Sun. Apr 21st, 2024

Picturesque beaches and clean sea air often make coastal towns popular travel destinations, but their appeal sometimes hides a health disparity that is apparent to locals. One of the seaside resorts with poorer health outcomes is Hartlepool.

Regionally, the north-east has the lowest government projections of life expectancy rates for men in England at 77.9 years, but figures for Hartlepool are even lower.
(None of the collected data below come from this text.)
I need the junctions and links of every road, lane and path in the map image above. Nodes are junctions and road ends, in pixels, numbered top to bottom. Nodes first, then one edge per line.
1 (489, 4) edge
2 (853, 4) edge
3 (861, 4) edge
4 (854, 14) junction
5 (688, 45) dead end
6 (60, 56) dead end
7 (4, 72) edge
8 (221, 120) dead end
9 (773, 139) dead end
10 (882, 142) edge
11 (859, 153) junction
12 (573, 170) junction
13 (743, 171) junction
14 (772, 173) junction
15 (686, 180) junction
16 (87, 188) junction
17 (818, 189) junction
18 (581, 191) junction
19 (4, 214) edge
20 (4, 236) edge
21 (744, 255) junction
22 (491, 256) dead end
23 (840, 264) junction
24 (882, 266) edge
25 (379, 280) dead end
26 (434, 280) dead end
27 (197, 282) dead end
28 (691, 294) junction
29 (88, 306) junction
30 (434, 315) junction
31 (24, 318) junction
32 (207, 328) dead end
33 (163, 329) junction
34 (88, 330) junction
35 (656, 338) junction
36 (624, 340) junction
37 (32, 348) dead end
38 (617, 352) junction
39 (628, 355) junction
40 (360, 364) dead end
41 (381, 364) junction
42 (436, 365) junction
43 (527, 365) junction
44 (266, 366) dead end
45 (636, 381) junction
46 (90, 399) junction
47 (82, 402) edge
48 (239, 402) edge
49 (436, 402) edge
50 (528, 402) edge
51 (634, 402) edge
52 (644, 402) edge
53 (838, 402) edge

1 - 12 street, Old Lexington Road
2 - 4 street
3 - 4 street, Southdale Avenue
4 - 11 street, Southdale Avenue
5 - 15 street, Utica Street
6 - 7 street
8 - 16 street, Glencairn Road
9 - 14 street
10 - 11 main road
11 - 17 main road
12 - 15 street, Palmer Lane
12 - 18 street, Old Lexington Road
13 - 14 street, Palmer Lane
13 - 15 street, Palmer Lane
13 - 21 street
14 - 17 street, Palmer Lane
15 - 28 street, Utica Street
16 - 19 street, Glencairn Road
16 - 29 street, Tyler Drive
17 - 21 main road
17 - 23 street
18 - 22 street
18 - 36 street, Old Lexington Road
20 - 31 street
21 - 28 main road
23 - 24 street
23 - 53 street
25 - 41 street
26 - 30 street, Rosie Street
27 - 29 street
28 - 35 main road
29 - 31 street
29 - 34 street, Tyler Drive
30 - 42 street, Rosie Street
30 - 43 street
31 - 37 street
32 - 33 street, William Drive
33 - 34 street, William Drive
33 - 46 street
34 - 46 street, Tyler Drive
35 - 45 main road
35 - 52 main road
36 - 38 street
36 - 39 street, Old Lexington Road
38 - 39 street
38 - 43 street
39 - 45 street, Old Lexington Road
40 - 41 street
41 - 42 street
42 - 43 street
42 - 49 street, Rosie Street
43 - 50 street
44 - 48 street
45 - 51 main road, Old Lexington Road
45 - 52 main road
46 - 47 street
According to the Office for National Statistics (ONS) report, male life expectancy in the town was 76.1 years.

While women tend to be expected to live significantly longer than men until 83.1 years on average in England, the rate was 81.4 years in Hartlepool.

Shane Moore, a councillor for the Headland and Harbour ward, one of the most deprived parts of town explained that health problems linked to industrial working conditions are partly responsible for lower life expectancy.
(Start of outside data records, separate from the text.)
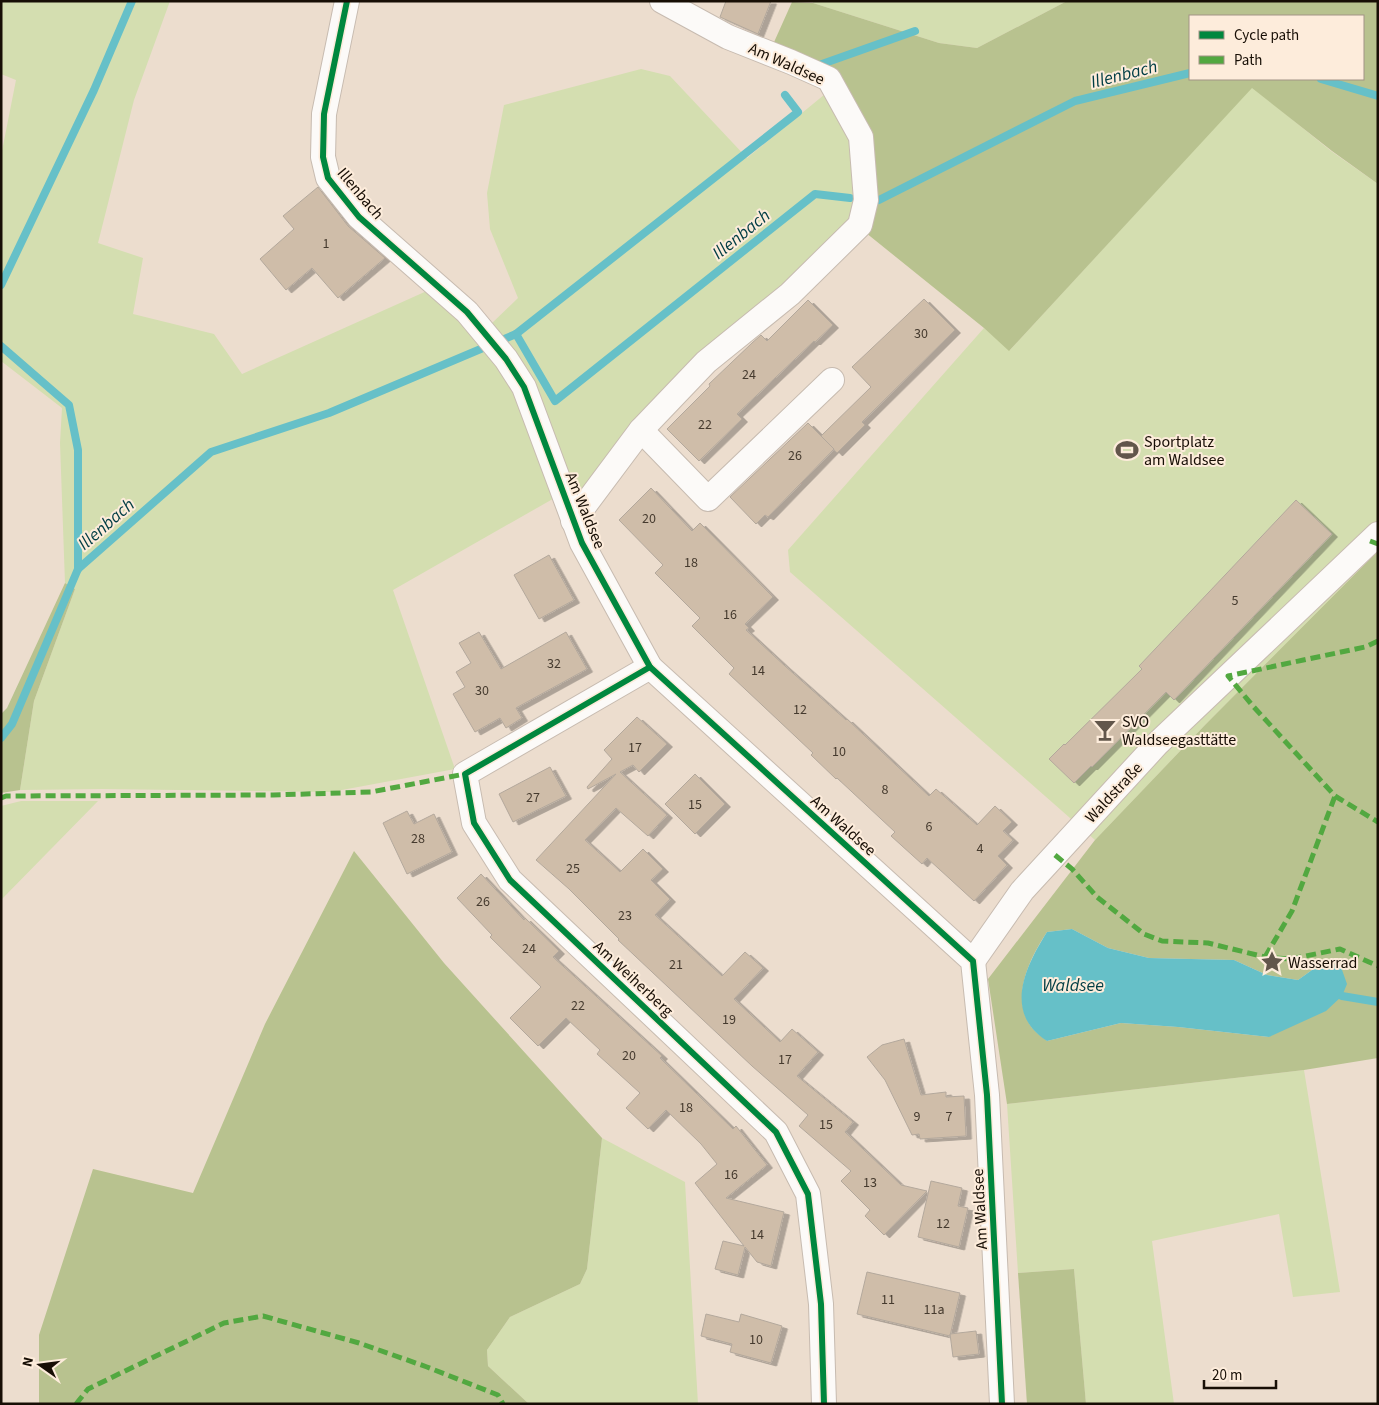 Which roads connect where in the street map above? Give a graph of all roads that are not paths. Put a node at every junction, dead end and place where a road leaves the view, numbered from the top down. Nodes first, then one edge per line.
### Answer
1 (347, 1) edge
2 (662, 1) edge
3 (481, 328) joint
4 (832, 380) dead end
5 (641, 430) junction
6 (572, 521) junction
7 (1378, 534) edge
8 (650, 667) junction
9 (973, 961) junction
10 (824, 1404) edge
11 (1002, 1404) edge

1 - 3 street, Illenbach
2 - 5 street, Am Waldsee
3 - 6 street, Am Waldsee
4 - 5 street
5 - 6 street, Am Waldsee
6 - 8 street, Am Waldsee
7 - 9 street, Waldstraße
8 - 9 street, Am Waldsee
8 - 10 street, Am Weiherberg
9 - 11 street, Am Waldsee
But lifestyle choices also seem to play a role. Moore told The Guardian: “Smoking, heavy drinking, drug misuse. They are markers that are brought up by the director of public health and time and time again by local services.”

Hartlepool has one of the highest death rates from drug misuse and alcohol-related liver disease in the north-east region. Furthermore, almost one in four women smoked in pregnancy compared with a national average of 10 percent.

The proportion of current UK smokers in 2017 stood at 15.1 percent, while 19.2 percent of Hartlepool population were smokers, according to the ONS and Public Health England figures.

Hartlepool isn’t the only seaside resort that hides a health disparity. Disproportionately high concentrations of chronic disease, mental illness and poor life expectancy also trouble some of England’s most popular holiday destinations, such as Blackpool, Hastings, Skegness, and Torbay.

A 2021 report by the country’s chief medical officer, Prof Chris Whitty, revealed that coastal towns have some of the country’s poorest health outcomes, which leave many residents “old before their time”.

Whitty said: “Coastal areas are some the most beautiful, vibrant and historic places in the country. They also have some of the worst health outcomes with low life expectancy and high rates of many major diseases.”

The report found that poverty and poor health outcomes put Hartlepool at higher risk from the COVID-19 pandemic. The long-term health impact of this will be “significant”, according to the report.

Whitty urged investment in education, jobs, housing and transport, as well as action to tackle NHS staff shortages in these areas.